BUILDING BRIDGES: Seeing beyond our differences

When we see each other as people, we connect on some very important levels, writes Taslim Jaffer.

My book club just finished reading The Nightingale by Kristin Hannah.

If you are interested in Second World War stories, you will want to join the queue in the public library system to get your hands on a copy.

It is a story of two French sisters who fight the war in the best way they each know how; one joins the French resistance, while the other tries to not rock the boat with a Nazi soldier billeted in her home.

The chapters are heavy with themes of love and loss. The questions we are left to answer about ourselves, and who we would be when faced with the dehumanization of others cannot be unheard.

We six book-club members sat perched on our host’s living room sofas, articulating our horror and grief at the atrocities that occurred not too long ago, and that still happen to this day. We also expressed our amazement at the women who smuggled people and spied on the Nazis.

My book club is diverse. Other than the fact that we are all mothers, we range in age, occupation, racial background and parenting styles.

However, through our discussion, we found that what we do have in common is so very important. And not just what the six of us have in common with each other, but with people who existed before we did, in a land not all of us have visited, in an era we can’t fathom living through.
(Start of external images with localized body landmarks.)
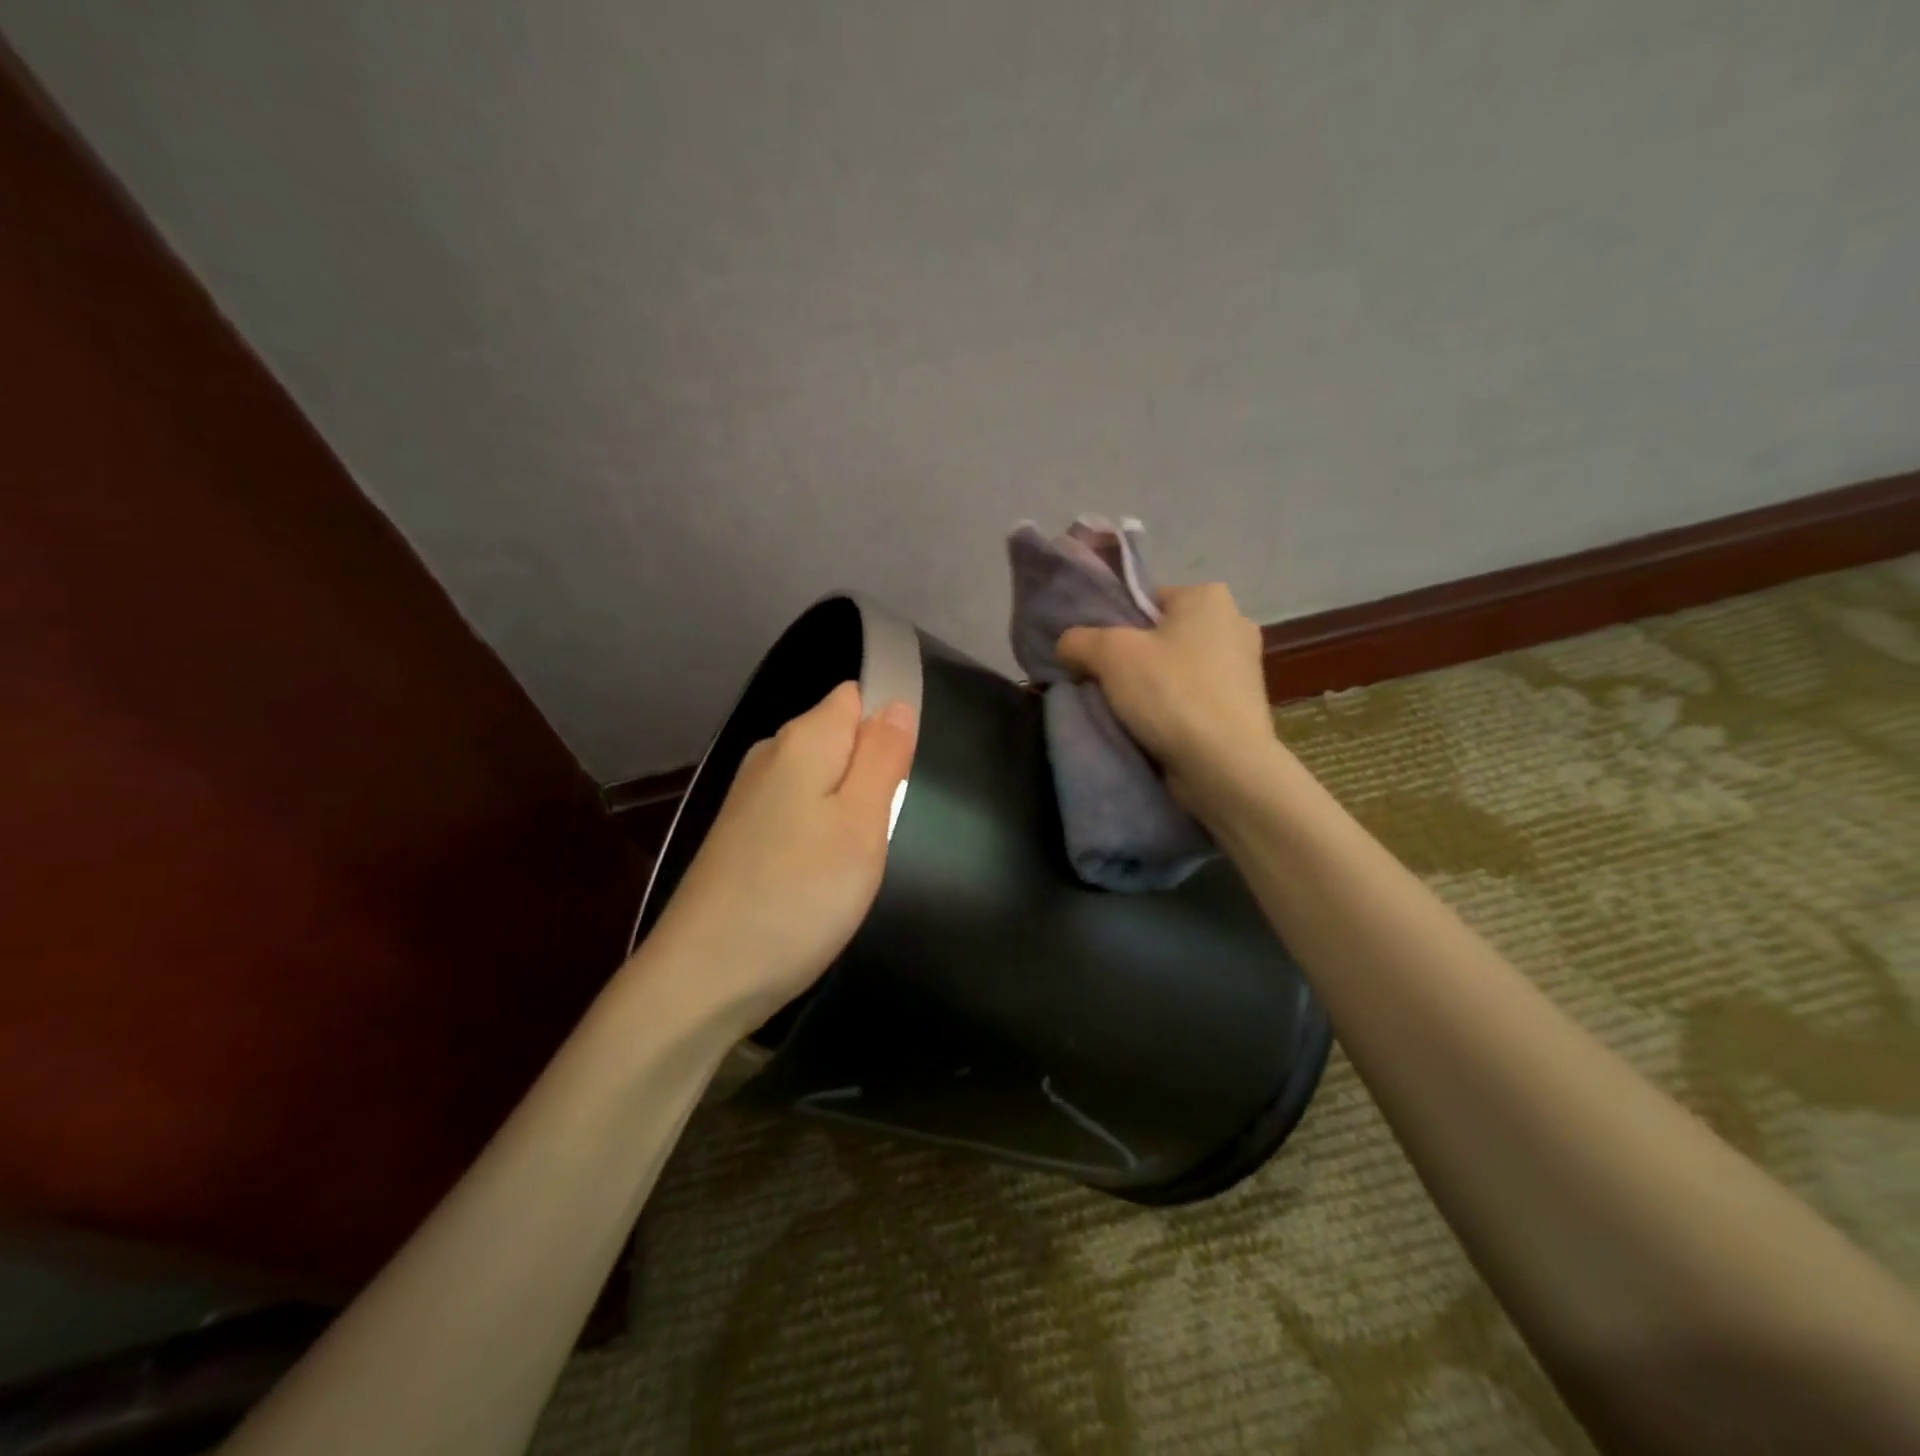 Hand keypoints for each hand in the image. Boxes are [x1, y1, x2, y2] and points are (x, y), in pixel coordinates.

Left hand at [641, 682, 917, 1036]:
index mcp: (802, 740)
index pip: (855, 697)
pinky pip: (797, 813)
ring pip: (820, 780)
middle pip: (838, 738)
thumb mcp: (861, 824)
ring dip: (847, 810)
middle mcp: (769, 755)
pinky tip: (819, 876)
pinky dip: (818, 835)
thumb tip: (895, 704)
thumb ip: (882, 757)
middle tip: (880, 830)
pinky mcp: (740, 836)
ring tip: (854, 860)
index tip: (900, 780)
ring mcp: (749, 798)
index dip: (887, 727)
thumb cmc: (798, 896)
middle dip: (871, 773)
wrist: (703, 977)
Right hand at [1057, 582, 1276, 809]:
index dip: (1113, 627)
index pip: (1146, 601)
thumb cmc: (1170, 693)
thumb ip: (1079, 639)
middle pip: (1161, 637)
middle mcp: (1234, 623)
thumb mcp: (1109, 654)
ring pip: (1176, 670)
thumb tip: (1068, 645)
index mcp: (1208, 597)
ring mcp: (1244, 668)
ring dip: (1151, 688)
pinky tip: (1152, 730)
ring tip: (1123, 712)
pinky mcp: (1244, 707)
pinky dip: (1172, 710)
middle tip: (1102, 685)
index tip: (1094, 657)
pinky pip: (1194, 699)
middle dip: (1132, 659)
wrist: (1224, 765)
The conversation was emotional; it centred on our shared ache for humanity.

How could this happen to these women and men and children? To these people?

And therein lies the point of this column called ‘Building Bridges’. When we see each other as people, we connect on some very important levels. Like joy and pain and hardship. Like love and loss and hope.

Psychologist Arthur Aron developed a theory in the late-’90s, that four minutes of uninterrupted eye contact increases the level of intimacy between two people.

Amnesty International Poland recently applied this theory in an experiment where refugees from Syria and Somalia were paired with Europeans; each pair sat across from each other and were asked to look in each other’s eyes. The result was a tear-jerker video testimonial of how two complete strangers can truly connect when they look past the things that we might consider to be barriers.

When we actually look into the eyes of another person, we have no choice but to see… a person. We can break down barriers by looking – looking past what we think we know about that person, looking past what we have heard about that person, and looking directly into what it is like to actually be that person.

I think that what we find in other people is ourselves. We find struggles and gratitudes. We find families, hobbies, and dreams. We find there is a lot to connect over.

Staring for four minutes into a stranger’s eyes in an experimental setting could translate to saying ‘hi’ to someone you don’t know while you’re out and about.

It could mean reading a headline in the newspaper and thinking about the people in that story. What might they be experiencing? What might I do in that situation?

My faith in humanity remains high. Human beings have accomplished things we once thought impossible. We have demonstrated resilience even in the most demoralizing situations, and we, especially in Canada, are rightfully proud of our efforts to respect one another.

The lessons learned from the Second World War must continue to be remembered as we shape the world for the next generations.

Taslim Jaffer writes monthly on multicultural connections.